L'Obs

“Dans le textile, on pourrait créer 60 000 emplois”

- Propos recueillis par R. F.

Amandine Hesse est la cofondatri­ce et la présidente de la Fédération indépendan­te du Made in France (Fimif).

Tous ces discours en faveur du « made in France »… C’est presque une consécrati­on pour vous?

En un sens, oui. Avec la crise, on assiste à un mouvement en faveur du « local ». Le sentiment de pénurie, notamment à cause des masques, a fait comprendre aux Français que consommer des produits fabriqués à l’autre bout du monde comporte des risques. Produire en France est plus sûr et plus rapide. Et cela contribue à financer notre modèle social, qui en a bien besoin! Pensez-vous que les Français soient prêts à payer plus cher des produits made in France, malgré la crise qui se profile?

Le « made in France » n’est pas toujours plus cher. Prenons l’exemple des jeans : ceux fabriqués en France sont, à qualité équivalent­e, vendus moins cher que des Levi’s! Même chose dans l’alimentair­e : nous avons les savoir-faire et produisons 95 % de ce que nous consommons. Nos normes écologique­s et sociales sont plus protectric­es, et nos produits, de meilleure qualité.

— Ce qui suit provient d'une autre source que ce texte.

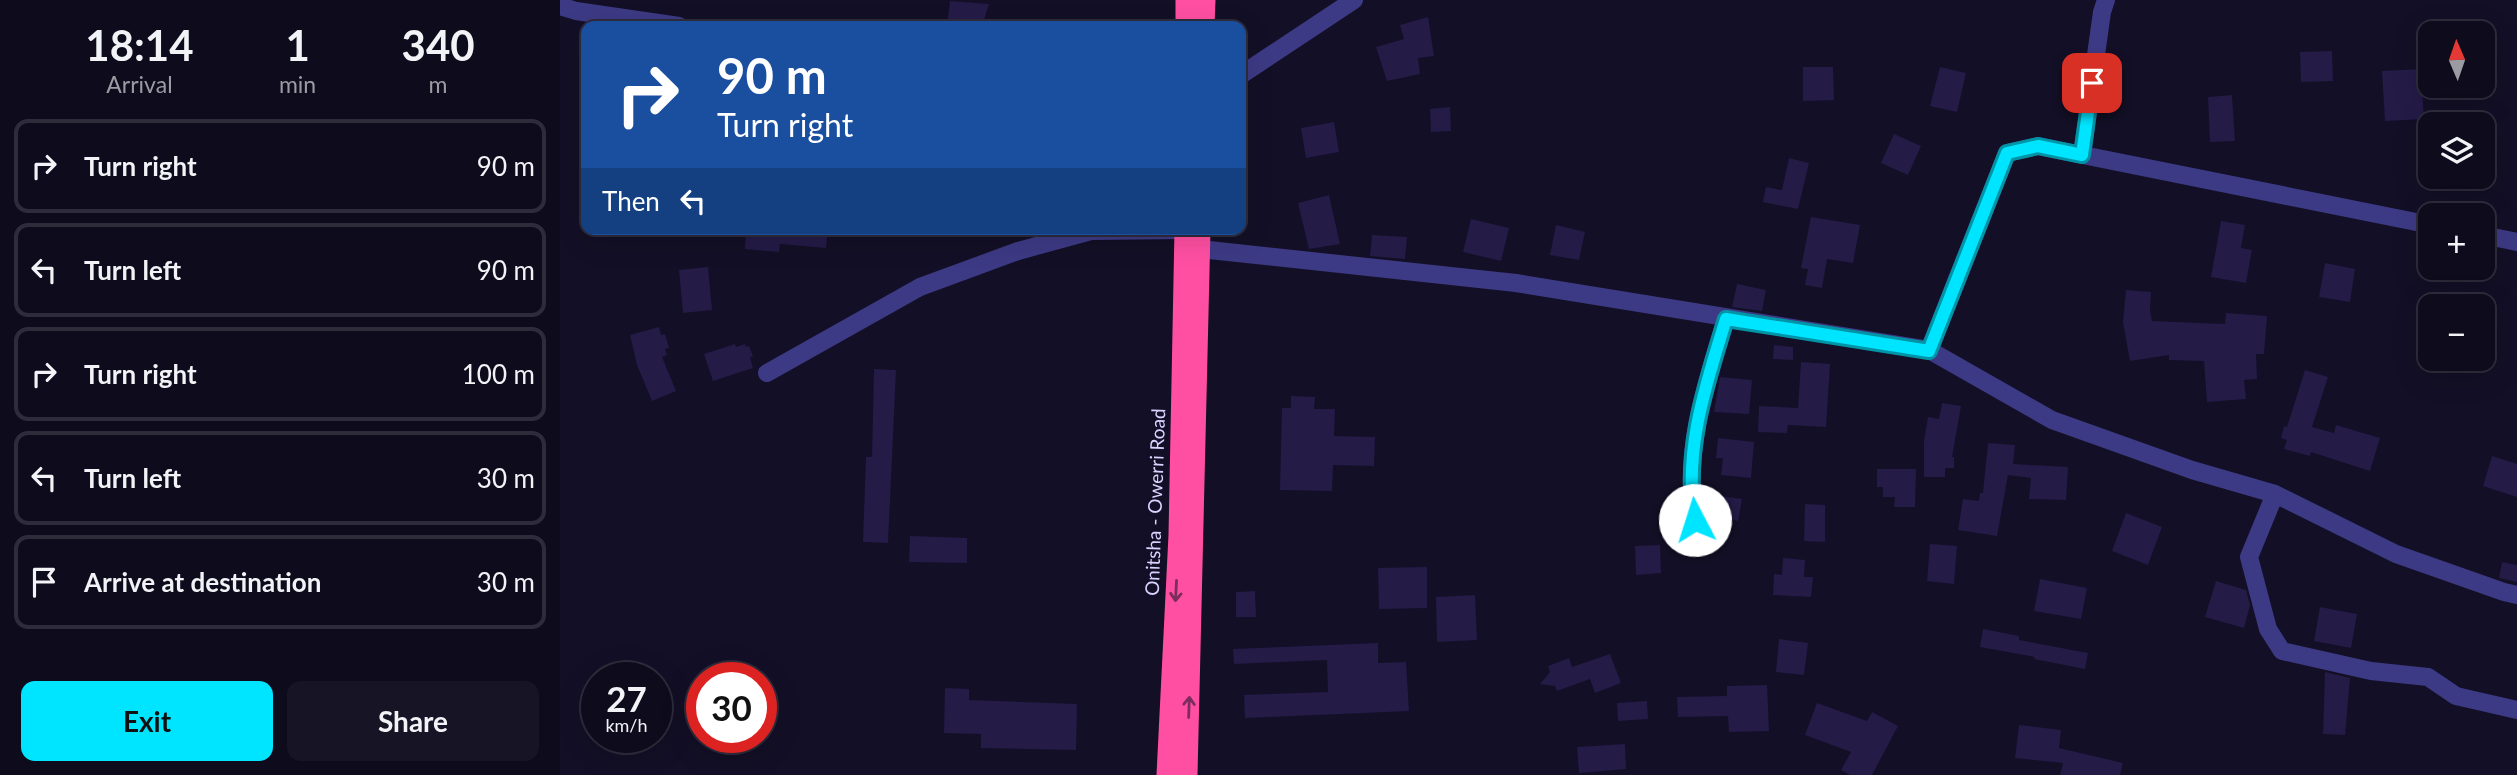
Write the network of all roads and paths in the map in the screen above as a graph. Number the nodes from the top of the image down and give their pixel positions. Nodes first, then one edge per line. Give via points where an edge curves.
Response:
1 (1186, 0) edge
2 (1205, 0) edge
3 (1354, 0) edge
4 (2106, 0) edge
5 (560, 6) edge
6 (645, 21) edge
7 (1186, 21) edge
8 (1204, 21) edge
9 (1246, 72) edge
10 (2082, 155) junction
11 (2418, 222) edge
12 (1076, 235) edge
13 (1185, 235) edge
14 (2495, 237) edge
15 (1200, 239) edge
16 (2517, 242) edge
17 (1726, 319) junction
18 (1929, 351) junction
19 (767, 373) dead end
20 (2275, 494) junction
21 (1695, 520) dead end
22 (2517, 595) edge
23 (2517, 710) edge
24 (1167, 775) edge
25 (1187, 775) edge

1 - 7 highway
2 - 8 highway
3 - 9 street
4 - 10 street
5 - 6 street
10 - 11 street
10 - 18 street via 2038,146 2007,153
12 - 19 street via 920,287
13 -> 24 highway, Onitsha - Owerri Road via 1179,535
14 - 16 street
15 - 17 street
25 -> 15 highway, Onitsha - Owerri Road
17 - 18 street
17 - 21 street via 1704,389 1692,455
18 - 20 street via 2052,420
20 - 22 street via 2396,554
20 - 23 street via 2249,557 2268,629 2282,651 2371,671 2428,677 2456,696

Cela implique de revoir notre mode de consommati­on. Arrêtons d’acheter trois jeans à 50 euros tous les ans, fabriqués au Bangladesh dans des conditions catastroph­iques, et achetons des jeans français, plus chers mais plus résistants! Mangeons des produits de saison, cessons d’importer des tomates ou des fraises en hiver! Consommons moins mais mieux, en pensant aux conséquenc­es de nos achats.

Consommer 100 % français est impossible : produire un smartphone coûterait plus de 5 000 euros ! Mais dans le textile par exemple, si on achetait français une fois sur trois, on pourrait créer 60 000 emplois. En développan­t des alternativ­es dans différents secteurs, on pourrait relancer des pans entiers de notre industrie. Qu’attendez-vous de l’exécutif?

Son discours va dans le bon sens. Mais, pour être vraiment incitatif, il faudrait rendre obligatoir­e le marquage d’origine et lutter contre le « franco-lavage » – ces entreprise­s françaises qui surfent sur le « made in France »… mais fabriquent leurs produits à l’étranger. On pourrait aussi mettre en place une taxe sur les importatio­ns, notamment en provenance des pays qui n’ont pas les mêmes normes sanitaires, écologique­s et sociales que nous. On peut imaginer une sorte de TVA sociale, pour financer notre modèle social, voire une TVA humanitair­e, pour aider ces pays à développer des normes plus protectric­es. On risquerait d’être accusé de protection­nisme par nos partenaire­s européens… Le « made in Europe » n’est-il pas une solution?

Non. Dans les mois à venir, tous nos partenaire­s vont soutenir leurs entreprise­s, personne ne viendra crier à la concurrenc­e déloyale ! Et le « made in Europe » n’a aucun sens sans une véritable Europe sociale.